I am not a guy who enjoys the company of children. This has been true ever since I was in high school and realized that age is no indication of childishness. It's something in the way people act that tags them as a child in my mind. I've met 10 year olds with more dignity and composure than some alleged adults I've met (or in some cases, worked with). It probably goes without saying that I have no children of my own. There are several steps in the social tech tree I would need to unlock to get to that level and I just don't see it happening any time soon.

That having been said, I do have sisters and one of them did decide to procreate. Twice. I have two nieces, 11 and 4 years old if memory serves, who are fun to hang out with in small bursts. One of my favorite activities is introducing them to the things I enjoy and see if they like it too. A few years ago, my older niece was gifted the first Harry Potter book when she turned 7. She is a prolific reader, and in between her birthday in August and Xmas, she plowed through enough of the Potter books that she was asking Santa for book 6. After that, she got to watch the movie versions.
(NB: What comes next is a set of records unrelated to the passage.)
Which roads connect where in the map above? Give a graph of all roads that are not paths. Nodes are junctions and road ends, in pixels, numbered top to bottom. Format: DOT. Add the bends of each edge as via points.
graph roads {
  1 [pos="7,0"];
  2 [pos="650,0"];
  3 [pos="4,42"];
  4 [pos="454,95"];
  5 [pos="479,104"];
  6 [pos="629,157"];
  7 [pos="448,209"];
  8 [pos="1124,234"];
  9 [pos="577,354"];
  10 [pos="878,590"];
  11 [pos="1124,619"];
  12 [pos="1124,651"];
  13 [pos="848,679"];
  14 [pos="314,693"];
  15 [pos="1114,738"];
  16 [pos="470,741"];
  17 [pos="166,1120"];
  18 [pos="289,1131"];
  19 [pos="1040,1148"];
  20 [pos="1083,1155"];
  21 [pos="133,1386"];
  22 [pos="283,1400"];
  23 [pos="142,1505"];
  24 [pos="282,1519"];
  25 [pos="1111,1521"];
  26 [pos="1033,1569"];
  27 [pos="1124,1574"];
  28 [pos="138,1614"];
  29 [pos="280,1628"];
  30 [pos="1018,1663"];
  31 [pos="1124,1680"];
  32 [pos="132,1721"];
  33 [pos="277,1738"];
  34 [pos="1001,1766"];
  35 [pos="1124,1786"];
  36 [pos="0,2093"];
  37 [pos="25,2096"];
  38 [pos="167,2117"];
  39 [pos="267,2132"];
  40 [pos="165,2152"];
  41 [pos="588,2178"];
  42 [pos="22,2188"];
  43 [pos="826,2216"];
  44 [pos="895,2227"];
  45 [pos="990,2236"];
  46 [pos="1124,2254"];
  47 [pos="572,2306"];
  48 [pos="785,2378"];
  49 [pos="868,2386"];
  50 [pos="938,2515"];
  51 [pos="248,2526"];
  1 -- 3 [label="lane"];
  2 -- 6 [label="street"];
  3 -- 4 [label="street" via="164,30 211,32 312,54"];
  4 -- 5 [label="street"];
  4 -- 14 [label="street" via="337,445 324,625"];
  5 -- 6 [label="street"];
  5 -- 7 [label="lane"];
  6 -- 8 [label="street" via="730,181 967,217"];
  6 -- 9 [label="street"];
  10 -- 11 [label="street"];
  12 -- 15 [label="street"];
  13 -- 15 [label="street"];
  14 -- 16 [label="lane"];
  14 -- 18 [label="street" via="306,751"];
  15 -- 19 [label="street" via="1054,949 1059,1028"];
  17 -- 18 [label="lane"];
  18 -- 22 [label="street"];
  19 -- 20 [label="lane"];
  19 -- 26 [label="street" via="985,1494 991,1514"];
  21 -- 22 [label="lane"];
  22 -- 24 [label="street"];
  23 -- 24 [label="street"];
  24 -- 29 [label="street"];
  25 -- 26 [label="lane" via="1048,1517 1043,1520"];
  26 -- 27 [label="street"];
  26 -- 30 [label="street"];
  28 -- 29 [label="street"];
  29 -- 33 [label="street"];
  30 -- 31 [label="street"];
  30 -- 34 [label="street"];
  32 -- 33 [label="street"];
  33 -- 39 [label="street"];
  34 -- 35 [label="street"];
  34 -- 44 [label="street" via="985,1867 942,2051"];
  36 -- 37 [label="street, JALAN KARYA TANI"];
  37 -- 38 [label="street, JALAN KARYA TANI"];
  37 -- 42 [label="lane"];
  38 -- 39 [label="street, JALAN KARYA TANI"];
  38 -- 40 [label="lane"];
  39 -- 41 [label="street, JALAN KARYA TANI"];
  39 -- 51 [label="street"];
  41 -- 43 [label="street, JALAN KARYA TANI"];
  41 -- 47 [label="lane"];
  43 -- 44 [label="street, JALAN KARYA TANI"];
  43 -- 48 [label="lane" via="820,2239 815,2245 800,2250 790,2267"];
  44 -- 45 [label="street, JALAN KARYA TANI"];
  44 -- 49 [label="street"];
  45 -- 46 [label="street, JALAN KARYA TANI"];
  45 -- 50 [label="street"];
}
It was around this time that I thought she was ready to sit still long enough with her uncle to watch Star Wars. I should emphasize that the original (Star Wars Episode IV: A New Hope) was one of the first movies I can remember watching. It's a deeply important film to me, though I know it hasn't aged particularly well. I was concerned that my niece wouldn't be into it. I needn't have worried, it's still as powerful as it was to me when I was a kid. However, I didn't realize until we were watching that first movie that I had a real treat coming up when we got to Empire Strikes Back. Virtually every adult knows the twist in Empire, even people who have zero interest in the galaxy far, far away. You've heard a deep breathing voice somewhere say "Luke, I am your father," even though this exact line doesn't appear in any of the films. It's been parodied to death, referenced to hell and back, it is a staple of pop culture... unless you're 7. My niece had no idea what was coming. The shocked look on her face was kind of amazing to see, and probably not something I'll ever get to experience on someone who's entered double digit years. The infamous declaration of paternity was immediately followed with the half excited, half terrified question, "Is that true?!" I asked what she thought and she determined then and there that Vader wasn't lying, which glued her attention to the screen even more. Kind of neat to see things like that still hold up.

Since then, she and I have been through all the Star Wars films, the two good Indiana Jones movies, various Batman versions (mainly the DVD copys of Batman: The Animated Series), and of course, the Marvel Cinematic Universe. However, there is one major series I held off on until last weekend. No, not The Matrix, she's not in high school yet. The Lord of the Rings trilogy... and for a very simple reason. While the three films that make up this trilogy are some my favorites and three of the finest ever made, I personally do not like the book The Lord of the Rings. I think it's an amazing piece of world building and a great history book. It's not a well paced novel*. However, I think The Hobbit is a fine piece of fiction, and a great introduction to Middle Earth. I loaned her my copy of the novel and told her to see if she liked it. The book never got read. She called it too boring. It was written strangely. It wasn't her cup of tea. This kind of bummed me out since it was reading The Hobbit that got me excited for the Rings movies. But oh well, everything can't be for everyone, I suppose. Having decided she would never get around to reading the book, I decided to try showing her Fellowship.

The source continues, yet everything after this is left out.